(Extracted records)
^^^^^^^^

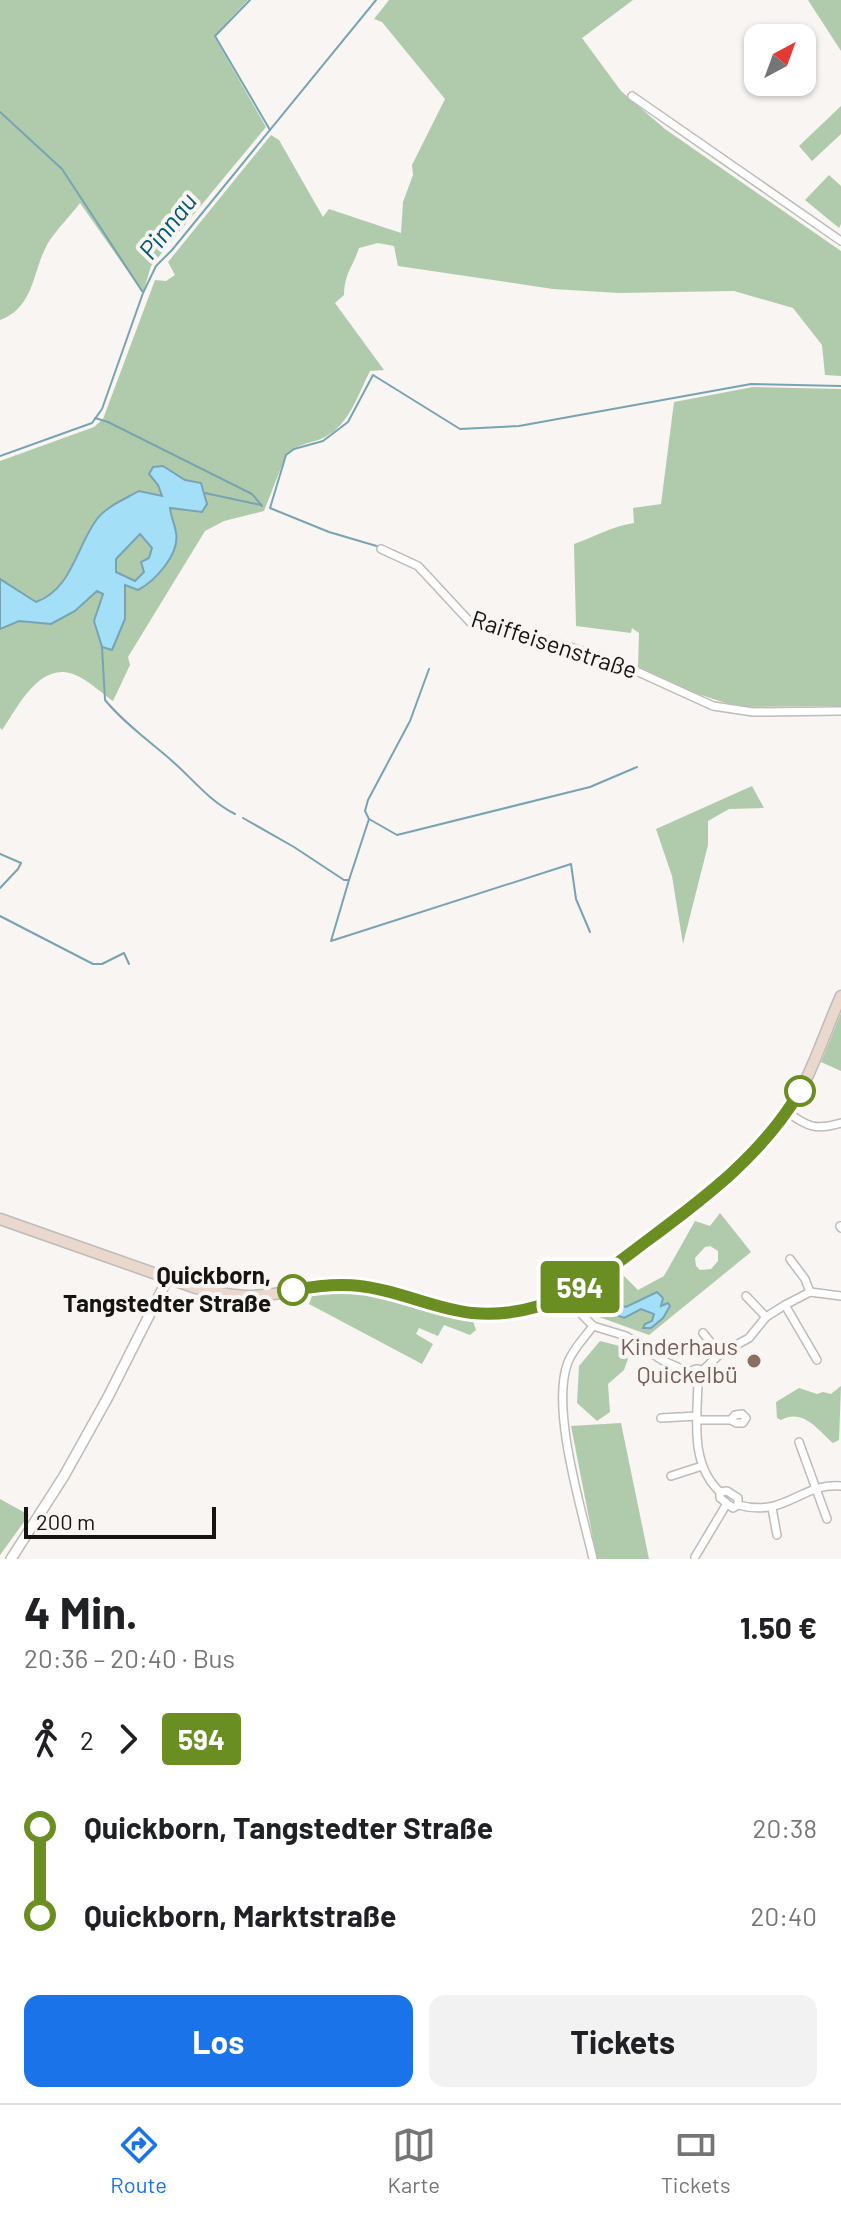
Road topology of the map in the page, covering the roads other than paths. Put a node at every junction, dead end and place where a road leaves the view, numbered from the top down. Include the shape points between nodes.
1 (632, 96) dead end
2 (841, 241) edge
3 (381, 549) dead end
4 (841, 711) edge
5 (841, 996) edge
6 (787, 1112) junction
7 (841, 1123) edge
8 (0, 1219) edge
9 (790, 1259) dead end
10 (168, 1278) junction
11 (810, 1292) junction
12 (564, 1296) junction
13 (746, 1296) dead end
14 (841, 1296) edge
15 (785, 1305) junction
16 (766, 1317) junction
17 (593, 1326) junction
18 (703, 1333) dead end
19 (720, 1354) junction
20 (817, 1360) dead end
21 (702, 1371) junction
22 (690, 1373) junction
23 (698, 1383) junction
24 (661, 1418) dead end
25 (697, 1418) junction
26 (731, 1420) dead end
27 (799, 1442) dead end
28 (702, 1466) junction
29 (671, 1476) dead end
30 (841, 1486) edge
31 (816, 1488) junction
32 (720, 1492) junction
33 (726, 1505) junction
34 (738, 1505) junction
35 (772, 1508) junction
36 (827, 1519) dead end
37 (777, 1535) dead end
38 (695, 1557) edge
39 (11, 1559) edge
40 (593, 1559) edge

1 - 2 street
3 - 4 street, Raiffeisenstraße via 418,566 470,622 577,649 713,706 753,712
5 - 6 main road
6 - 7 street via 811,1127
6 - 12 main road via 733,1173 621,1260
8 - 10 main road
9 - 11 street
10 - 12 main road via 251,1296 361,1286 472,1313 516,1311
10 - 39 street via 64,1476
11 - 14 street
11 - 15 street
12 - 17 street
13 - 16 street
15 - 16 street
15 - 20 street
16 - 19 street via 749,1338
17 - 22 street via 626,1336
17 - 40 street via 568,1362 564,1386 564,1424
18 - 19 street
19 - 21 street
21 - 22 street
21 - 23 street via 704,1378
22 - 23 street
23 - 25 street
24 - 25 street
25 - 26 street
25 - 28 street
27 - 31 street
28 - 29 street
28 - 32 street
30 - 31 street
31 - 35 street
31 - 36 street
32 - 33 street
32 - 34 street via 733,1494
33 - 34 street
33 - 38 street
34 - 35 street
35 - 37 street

^^^^^^^^

*Work item:* A line qualifies when it holds the word "main"; report all qualifying lines from the records above.

*Response box:*
5 - 6 main road
6 - 12 main road via 733,1173 621,1260
8 - 10 main road
10 - 12 main road via 251,1296 361,1286 472,1313 516,1311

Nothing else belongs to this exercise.